Bubble hockey was a great game a generation ago, and it’s still great today. I’m particularly fond of the move where you pass from the wing to the center and try to jam the puck in the net with one swift movement.
Let’s face it: There aren’t many other ways to score when your players are confined to one part of the ice, as determined by rods and gliders.
And let’s also face this: Real hockey, though it didn’t look exactly like bubble hockey, kind of used to resemble that same rigid positional dependence.
“The left wing controlled the left side,” said Bob Mancini, a regional manager for USA Hockey’s American Development Model. “A left defenseman would never be caught leaving the left side of the front of the net.”
But as Mancini also notes: “We’ve moved on from that.”
Modern hockey at top levels is more fluid, creative and filled with interchangeable parts. As such, Mancini emphasizes that, at the 10U level, players should be learning to play multiple positions instead of being pigeonholed at an early age as forwards or defense.
“At the very least, kids should be participating in practices where the drills and small-area games and activities don’t differentiate between forwards and defensemen,” Mancini said. “But rather, allow players to switch lines, positions and responsibilities every other repetition. That is the least that should be done.”
Even goalies can get in on the act. At that age, Mancini says, there are two ways to ensure positional flexibility: Let one goalie play “out” while the other is in net; or during games, have two goalies rotate midway through each period.
The bare minimum is acceptable. But the ideal goes further.
“If we really want to push the envelope of cognitive development on the ice, including awareness and decision-making, we should be championing the cause of new positionality,” Mancini said. “Whatever position a player comes in, the next player out the door takes his or her position.”
This increases communication, creates players with higher hockey IQ and generates many other benefits.
“There’s a broad spectrum of things you can do, but more importantly we need to understand that today we are seeing the highest levels of hockey being as close to position-less hockey as we’ve ever seen,” Mancini said. “What is it we can do to help our players prepare for that level?”
As Mancini notes, the “great evolution” away from a bubble hockey mentality in higher levels is a great reason to teach it at the lower levels.

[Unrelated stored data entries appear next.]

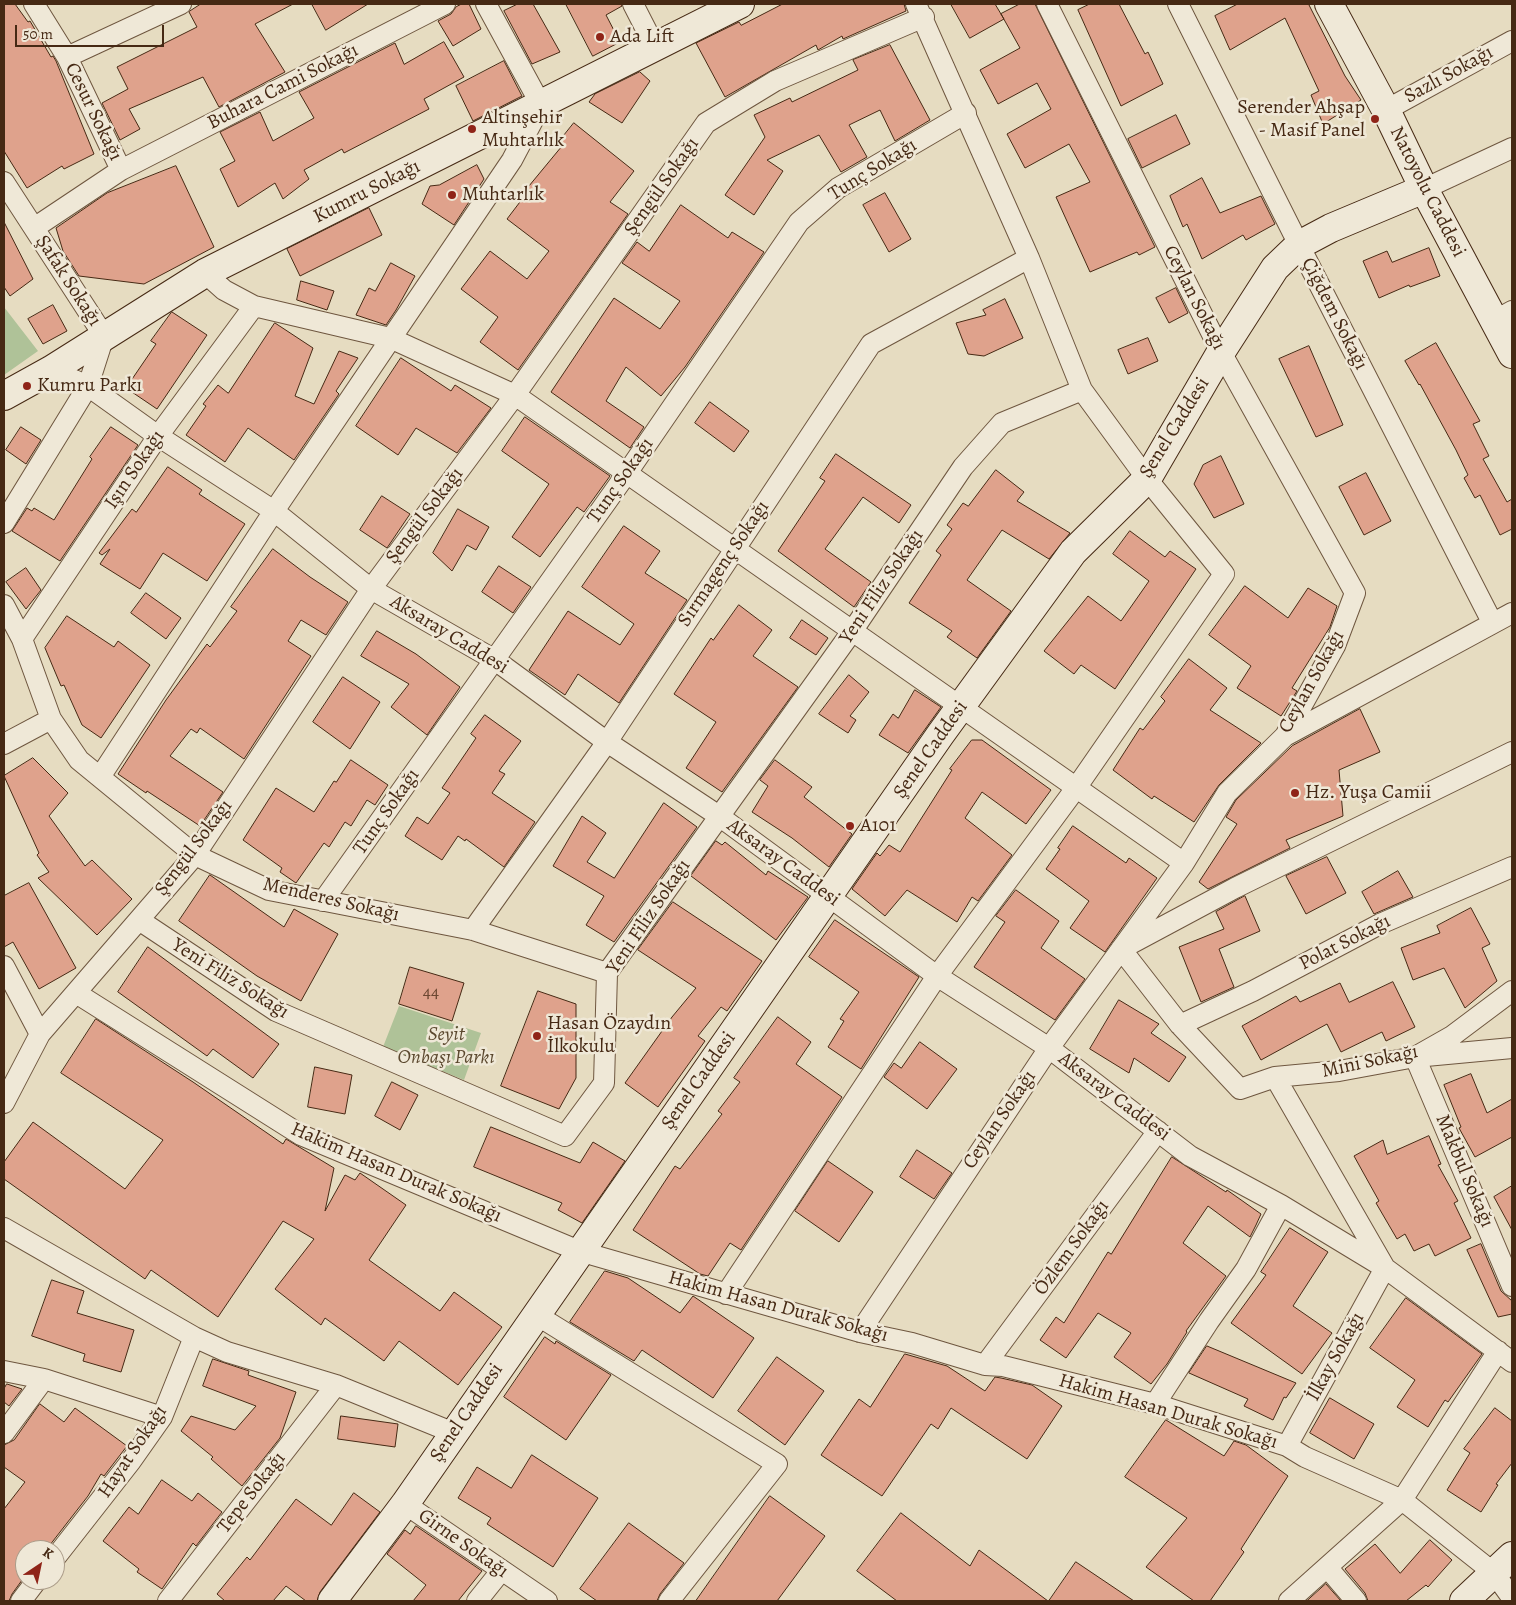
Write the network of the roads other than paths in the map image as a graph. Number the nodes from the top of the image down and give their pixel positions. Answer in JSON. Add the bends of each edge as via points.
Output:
{"nodes":[{"id":1,"x":34,"y":4,"type":"edge"},
{"id":2,"x":181,"y":4,"type":"edge"},
{"id":3,"x":444,"y":4,"type":"edge"},
{"id":4,"x":486,"y":4,"type":"edge"},
{"id":5,"x":633,"y":4,"type":"edge"},
{"id":6,"x":740,"y":4,"type":"edge"},
{"id":7,"x":1047,"y":4,"type":"edge"},
{"id":8,"x":1178,"y":4,"type":"edge"},
{"id":9,"x":1329,"y":4,"type":"edge"},
{"id":10,"x":920,"y":10,"type":"edge"},
{"id":11,"x":1512,"y":41,"type":"edge"},
{"id":12,"x":655,"y":48,"type":"junction"},
{"id":13,"x":67,"y":57,"type":"junction"},
{"id":14,"x":541,"y":105,"type":"junction"},
{"id":15,"x":1386,"y":110,"type":"junction"},
{"id":16,"x":966,"y":113,"type":"junction"},
{"id":17,"x":1512,"y":148,"type":"edge"},
{"id":18,"x":121,"y":170,"type":"junction"},
{"id":19,"x":4,"y":182,"type":"edge"},
{"id":20,"x":1424,"y":189,"type":"junction"},
{"id":21,"x":34,"y":228,"type":"junction"},
{"id":22,"x":1299,"y":245,"type":"junction"},
{"id":23,"x":1029,"y":258,"type":"junction"},
{"id":24,"x":205,"y":273,"type":"junction"},
{"id":25,"x":254,"y":306,"type":"junction"},
{"id":26,"x":1503,"y":316,"type":"edge"},
{"id":27,"x":104,"y":336,"type":"junction"},
{"id":28,"x":390,"y":338,"type":"junction"},
{"id":29,"x":1221,"y":352,"type":"junction"},
{"id":30,"x":1512,"y":354,"type":"edge"},
{"id":31,"x":51,"y":370,"type":"junction"},
{"id":32,"x":88,"y":386,"type":"junction"},
{"id":33,"x":1082,"y":390,"type":"junction"},
{"id":34,"x":515,"y":395,"type":"junction"},
{"id":35,"x":4,"y":396,"type":"edge"},
{"id":36,"x":158,"y":436,"type":"junction"},
{"id":37,"x":627,"y":473,"type":"junction"},
{"id":38,"x":1147,"y":479,"type":"junction"},
{"id":39,"x":274,"y":511,"type":"junction"},
{"id":40,"x":4,"y":523,"type":"edge"},
{"id":41,"x":734,"y":547,"type":"junction"},
{"id":42,"x":371,"y":589,"type":"junction"},
{"id":43,"x":4,"y":605,"type":"edge"},
{"id":44,"x":1512,"y":613,"type":"edge"},
{"id":45,"x":1492,"y":622,"type":"junction"},
{"id":46,"x":853,"y":630,"type":"junction"},
{"id":47,"x":22,"y":638,"type":"junction"},
{"id":48,"x":495,"y":660,"type":"junction"},
{"id":49,"x":962,"y":706,"type":"junction"},
{"id":50,"x":51,"y":719,"type":"junction"},
{"id":51,"x":1284,"y":736,"type":"junction"},
{"id":52,"x":607,"y":742,"type":"junction"},
{"id":53,"x":4,"y":744,"type":"edge"},
{"id":54,"x":1512,"y":752,"type":"edge"},
{"id":55,"x":100,"y":777,"type":"junction"},
{"id":56,"x":1076,"y":788,"type":"junction"},
{"id":57,"x":719,"y":816,"type":"junction"},
{"id":58,"x":194,"y":855,"type":"junction"},
{"id":59,"x":1184,"y":863,"type":"junction"},
{"id":60,"x":1512,"y":867,"type":"edge"},
{"id":61,"x":830,"y":896,"type":"junction"},
{"id":62,"x":323,"y":901,"type":"junction"},
{"id":63,"x":139,"y":920,"type":"junction"},
{"id":64,"x":473,"y":930,"type":"junction"},
{"id":65,"x":1121,"y":949,"type":"junction"},
{"id":66,"x":4,"y":966,"type":"edge"},
{"id":67,"x":607,"y":973,"type":"junction"},
{"id":68,"x":937,"y":976,"type":"junction"},
{"id":69,"x":1512,"y":991,"type":"edge"},
{"id":70,"x":76,"y":993,"type":"junction"},
{"id":71,"x":1180,"y":1026,"type":"junction"},
{"id":72,"x":40,"y":1034,"type":"junction"},
{"id":73,"x":1049,"y":1048,"type":"junction"},
{"id":74,"x":1512,"y":1048,"type":"edge"},
{"id":75,"x":1415,"y":1057,"type":"junction"},
{"id":76,"x":1275,"y":1077,"type":"junction"},
{"id":77,"x":4,"y":1103,"type":"edge"},
{"id":78,"x":1158,"y":1131,"type":"junction"},
{"id":79,"x":1281,"y":1206,"type":"junction"},
{"id":80,"x":4,"y":1228,"type":"edge"},
{"id":81,"x":579,"y":1251,"type":"junction"},
{"id":82,"x":1385,"y":1268,"type":"junction"},
{"id":83,"x":1512,"y":1286,"type":"edge"},
{"id":84,"x":726,"y":1294,"type":"junction"},
{"id":85,"x":535,"y":1314,"type":"junction"},
{"id":86,"x":860,"y":1332,"type":"junction"},
{"id":87,"x":194,"y":1337,"type":"junction"},
{"id":88,"x":1505,"y":1356,"type":"edge"},
{"id":89,"x":985,"y":1365,"type":"junction"},
{"id":90,"x":4,"y":1371,"type":"edge"},
{"id":91,"x":44,"y":1379,"type":"junction"},
{"id":92,"x":336,"y":1386,"type":"junction"},
{"id":93,"x":1154,"y":1404,"type":"junction"},
{"id":94,"x":162,"y":1417,"type":"junction"},
{"id":95,"x":4,"y":1433,"type":"edge"},
{"id":96,"x":454,"y":1433,"type":"junction"},
{"id":97,"x":1287,"y":1446,"type":"junction"},
{"id":98,"x":1402,"y":1500,"type":"junction"},
{"id":99,"x":405,"y":1504,"type":"junction"},
{"id":100,"x":65,"y":1545,"type":"edge"},
{"id":101,"x":1503,"y":1565,"type":"edge"},
{"id":102,"x":1327,"y":1567,"type":"junction"},
{"id":103,"x":501,"y":1570,"type":"junction"},
{"id":104,"x":29,"y":1590,"type":"edge"},
{"id":105,"x":1512,"y":1598,"type":"edge"},
{"id":106,"x":20,"y":1601,"type":"edge"},
{"id":107,"x":168,"y":1601,"type":"edge"},
{"id":108,"x":332,"y":1601,"type":"edge"},
{"id":109,"x":477,"y":1601,"type":"edge"},
{"id":110,"x":547,"y":1601,"type":"edge"},
{"id":111,"x":669,"y":1601,"type":"edge"},
{"id":112,"x":1289,"y":1601,"type":"edge"},
{"id":113,"x":1356,"y":1601,"type":"edge"},
{"id":114,"x":1464,"y":1601,"type":"edge"}],
"edges":[{"from":1,"to":13,"type":"street","name":"Cesur Sokağı"},
{"from":2,"to":13,"type":"street"},
{"from":3,"to":18,"type":"street","name":"Buhara Cami Sokağı"},
{"from":4,"to":14,"type":"street"},
{"from":5,"to":12,"type":"street"},
{"from":6,"to":12,"type":"street","name":"Kumru Sokağı"},
{"from":7,"to":29,"type":"street","name":"Ceylan Sokağı"},
{"from":8,"to":22,"type":"street","name":"Çiğdem Sokağı"},
{"from":9,"to":15,"type":"street","name":"Natoyolu Caddesi"},
{"from":10,"to":16,"type":"street"},
{"from":10,"to":34,"type":"street","name":"Şengül Sokağı","via":[[775,81],[706,123]]},
{"from":11,"to":15,"type":"street","name":"Sazlı Sokağı"},
{"from":12,"to":14,"type":"street","name":"Kumru Sokağı"},
{"from":13,"to":18,"type":"street","name":"Cesur Sokağı"},
{"from":14,"to":24,"type":"street","name":"Kumru Sokağı"},
{"from":14,"to":28,"type":"street","via":[[512,160]]},
{"from":15,"to":20,"type":"street","name":"Natoyolu Caddesi"},
{"from":16,"to":23,"type":"street"},
{"from":16,"to":37,"type":"street","name":"Tunç Sokağı","via":[[838,188],[799,222]]},
{"from":17,"to":20,"type":"street","name":"Şenel Caddesi"},
{"from":18,"to":21,"type":"street","name":"Buhara Cami Sokağı"},
{"from":19,"to":21,"type":"street","name":"Şafak Sokağı"},
{"from":20,"to":22,"type":"street","name":"Şenel Caddesi"},
{"from":20,"to":26,"type":"street","name":"Natoyolu Caddesi"},
{"from":21,"to":27,"type":"street","name":"Şafak Sokağı"},
{"from":22,"to":29,"type":"street","name":"Şenel Caddesi","via":[[1275,268]]},
{"from":22,"to":45,"type":"street","name":"Çiğdem Sokağı"},
{"from":23,"to":33,"type":"street"},
{"from":23,"to":41,"type":"street","name":"Sırmagenç Sokağı","via":[[871,344]]},
{"from":24,"to":25,"type":"street","via":[[224,290]]},
{"from":24,"to":27,"type":"street","name":"Kumru Sokağı"},
{"from":25,"to":28,"type":"street"},
{"from":25,"to":36,"type":"street","name":"Işın Sokağı"},
{"from":26,"to":30,"type":"street","name":"Natoyolu Caddesi"},
{"from":27,"to":31,"type":"street","name":"Kumru Sokağı"},
{"from":27,"to":32,"type":"street","name":"Şafak Sokağı"},
{"from":28,"to":34,"type":"street"},
{"from":28,"to":39,"type":"street"},
{"from":29,"to":38,"type":"street","name":"Şenel Caddesi"},
{"from":29,"to":51,"type":"street","name":"Ceylan Sokağı","via":[[1355,593],[1335,646]]},
{"from":31,"to":32,"type":"street","name":"Aksaray Caddesi"},
{"from":31,"to":35,"type":"street","name":"Kumru Sokağı"},
{"from":32,"to":36,"type":"street","name":"Aksaray Caddesi"},
{"from":32,"to":40,"type":"street","name":"Şafak Sokağı"},
{"from":33,"to":38,"type":"street"},
{"from":33,"to":46,"type":"street","name":"Yeni Filiz Sokağı","via":[[1002,423],[963,467]]},
{"from":34,"to":37,"type":"street"},
{"from":34,"to":42,"type":"street","name":"Şengül Sokağı"},
{"from":36,"to":39,"type":"street","name":"Aksaray Caddesi"},
{"from":36,"to":47,"type":"street","name":"Işın Sokağı"},
{"from":37,"to":41,"type":"street"},
{"from":37,"to":48,"type":"street","name":"Tunç Sokağı"},
{"from":38,"to":49,"type":"street","name":"Şenel Caddesi","via":[[1073,552]]},
{"from":38,"to":56,"type":"street","via":[[1224,574]]},
{"from":39,"to":42,"type":"street","name":"Aksaray Caddesi"},
{"from":39,"to":55,"type":"street"},
{"from":41,"to":46,"type":"street"},
{"from":41,"to":52,"type":"street","name":"Sırmagenç Sokağı"},
{"from":42,"to":48,"type":"street","name":"Aksaray Caddesi"},
{"from":42,"to":58,"type":"street","name":"Şengül Sokağı"},
{"from":43,"to":47,"type":"street","name":"Menderes Sokağı"},
{"from":44,"to":45,"type":"street"},
{"from":45,"to":51,"type":"street"},
{"from":46,"to":49,"type":"street"},
{"from":46,"to":57,"type":"street","name":"Yeni Filiz Sokağı"},
{"from":47,"to":50,"type":"street","name":"Menderes Sokağı"},
{"from":48,"to":52,"type":"street","name":"Aksaray Caddesi"},
{"from":48,"to":62,"type":"street","name":"Tunç Sokağı"},
{"from":49,"to":56,"type":"street"},
{"from":49,"to":61,"type":"street","name":"Şenel Caddesi"},
{"from":50,"to":53,"type":"street"},
{"from":50,"to":55,"type":"street","name":"Menderes Sokağı","via":[[79,760]]},
{"from":51,"to":59,"type":"street","name":"Ceylan Sokağı","via":[[1227,793]]},
{"from":52,"to":57,"type":"street","name":"Aksaray Caddesi"},
{"from":52,"to":64,"type":"street","name":"Sırmagenç Sokağı"},
{"from":54,"to":65,"type":"street","via":[[1235,888]]},
{"from":55,"to":58,"type":"street","name":"Menderes Sokağı"},
{"from":56,"to":59,"type":"street"},
{"from":56,"to":68,"type":"street"},
{"from":57,"to":61,"type":"street","name":"Aksaray Caddesi"},
{"from":57,"to":67,"type":"street","name":"Yeni Filiz Sokağı"},
{"from":58,"to":62,"type":"street","name":"Menderes Sokağı","via":[[269,890]]},
{"from":58,"to":63,"type":"street","name":"Şengül Sokağı"},
{"from":59,"to":65,"type":"street","name":"Ceylan Sokağı"},
{"from":60,"to":71,"type":"street","name":"Polat Sokağı","via":[[1380,924]]},
{"from":61,"to":68,"type":"street","name":"Aksaray Caddesi"},
{"from":61,"to":81,"type":"street","name":"Şenel Caddesi"},
{"from":62,"to":64,"type":"street","name":"Menderes Sokağı"},
{"from":63,"to":67,"type":"street","name":"Yeni Filiz Sokağı","via":[[276,1012],[565,1136],[604,1083]]},
{"from":63,"to":70,"type":"street","name":"Şengül Sokağı"},
{"from":64,"to":67,"type":"street","name":"Menderes Sokağı"},
{"from":65,"to":71,"type":"street"},
{"from":65,"to":73,"type":"street","name":"Ceylan Sokağı"},
{"from":66,"to":72,"type":"street"},
{"from":68,"to":73,"type":"street","name":"Aksaray Caddesi"},
{"from":68,"to":84,"type":"street"},
{"from":69,"to":75,"type":"street","name":"Mini Sokağı","via":[[1452,1036]]},
{"from":70,"to":72,"type":"street","name":"Şengül Sokağı"},
{"from":70,"to":81,"type":"street","name":"Hakim Hasan Durak Sokağı","via":[[301,1135]]},
{"from":71,"to":76,"type":"street","name":"Mini Sokağı","via":[[1240,1089]]},
{"from":72,"to":77,"type":"street","name":"Şengül Sokağı"},
{"from":73,"to":78,"type":"street","name":"Aksaray Caddesi"},
{"from":73,"to":86,"type":"street","name":"Ceylan Sokağı"},
{"from":74,"to":75,"type":"street"},
{"from":75,"to":76,"type":"street","name":"Mini Sokağı","via":[[1339,1071]]},
{"from":75,"to":83,"type":"street","name":"Makbul Sokağı"},
{"from":76,"to":82,"type":"street"},
{"from":78,"to":79,"type":"street","name":"Aksaray Caddesi","via":[[1190,1156]]},
{"from":78,"to":89,"type":"street","name":"Özlem Sokağı"},
{"from":79,"to":82,"type":"street","name":"Aksaray Caddesi"},
{"from":79,"to":93,"type":"street","via":[[1246,1269]]},
{"from":80,"to":87,"type":"street"},
{"from":81,"to":84,"type":"street","name":"Hakim Hasan Durak Sokağı"},
{"from":81,"to":85,"type":"street","name":"Şenel Caddesi"},
{"from":82,"to":88,"type":"street","name":"Aksaray Caddesi"},
{"from":82,"to":97,"type":"street","name":"İlkay Sokağı"},
{"from":84,"to":86,"type":"street","name":"Hakim Hasan Durak Sokağı"},
{"from":85,"to":96,"type":"street","name":"Şenel Caddesi"},
{"from":85,"to":111,"type":"street","via":[[777,1464]]},
{"from":86,"to":89,"type":"street","name":"Hakim Hasan Durak Sokağı","via":[[912,1343]]},
{"from":87,"to":92,"type":"street","via":[[227,1352]]},
{"from":87,"to":94,"type":"street","name":"Hayat Sokağı"},
{"from":88,"to":98,"type":"street"},
{"from":89,"to":93,"type":"street","name":"Hakim Hasan Durak Sokağı","via":[[1002,1366]]},
{"from":90,"to":91,"type":"street"},
{"from":91,"to":94,"type":"street"},
{"from":91,"to":95,"type":"street"},
{"from":92,"to":96,"type":"street"},
{"from":92,"to":107,"type":"street","name":"Tepe Sokağı"},
{"from":93,"to":97,"type":"street","name":"Hakim Hasan Durak Sokağı"},
{"from":94,"to":100,"type":"street","name":"Hayat Sokağı"},
{"from":96,"to":99,"type":"street","name":"Şenel Caddesi"},
{"from":97,"to":98,"type":"street","name":"Hakim Hasan Durak Sokağı"},
{"from":98,"to":101,"type":"street","name":"Hakim Hasan Durak Sokağı"},
{"from":98,"to":102,"type":"street"},
{"from":99,"to":103,"type":"street","name":"Girne Sokağı"},
{"from":99,"to":108,"type":"street","name":"Şenel Caddesi"},
{"from":101,"to":105,"type":"street","name":"Hakim Hasan Durak Sokağı"},
{"from":101,"to":114,"type":"street"},
{"from":102,"to":112,"type":"street"},
{"from":102,"to":113,"type":"street"},
{"from":103,"to":109,"type":"street"},
{"from":103,"to":110,"type":"street","name":"Girne Sokağı"},
{"from":104,"to":106,"type":"street"}]}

“There are lots of defensemen right now in the NHL who don’t look like what we think a defenseman traditionally looked like for years,” he said. “Kids don’t develop that kind of ability by being locked rigidly into a specific position. Switching roles and responsibilities in practice is the minimum we should expose kids to if we want them to more fully develop their skills, including their mental skills.”
Learning to see the ice in a much larger context, rather than as a limited, specific set of responsibilities, helps players develop.
“I think the biggest benefit is that we’re taking this time to train the young player’s brain to be aware and intelligent in all different areas of the ice and make proper decisions from where he or she is,” Mancini said. “With this more holistic approach, when we have the puck, we’re all on offense and filling roles, and when we don’t have the puck, we’re all on defense and filling roles. That way, everyone is learning how to play every aspect of the game and developing a wide base of skills.”
Still need buy-in
That said, getting buy-in from coaches and parents is a challenge. Here we find some of the common themes that emerge with any sort of change in a tradition-heavy sport: There are those who are used to doing it one way and don’t want to adapt, and there are others who believe short-term payoffs (10U tournament championships!) outweigh long-term development benefits.
“We’re still seeing the profiling of players at too young of an age,” Mancini said. “Unfortunately, we’re not only seeing the profiling of forwards and defense, but too often it’s actually taken a step further and the child is typecast as an ‘offensive defenseman’ or ‘defensive defenseman’ or ‘checking forward.’ I think it’s sometimes difficult for coaches and parents to accept how the skill development benefits outweigh what they see as an easier way to win games.”
The irony, Mancini says, is that trying to simplify things for players by sticking them in one spot and one position is not actually improving a team’s chances to win.
“What we think is counterintuitive to exactly what is going on,” he said. “In reality, the more difficult we make it in practice gives the players a skill set that is more transferrable to games. The game of hockey is chaotic and the better we arm our young players with the abilities to solve that chaos, the more they’re going to develop and the better chance to be successful and win.”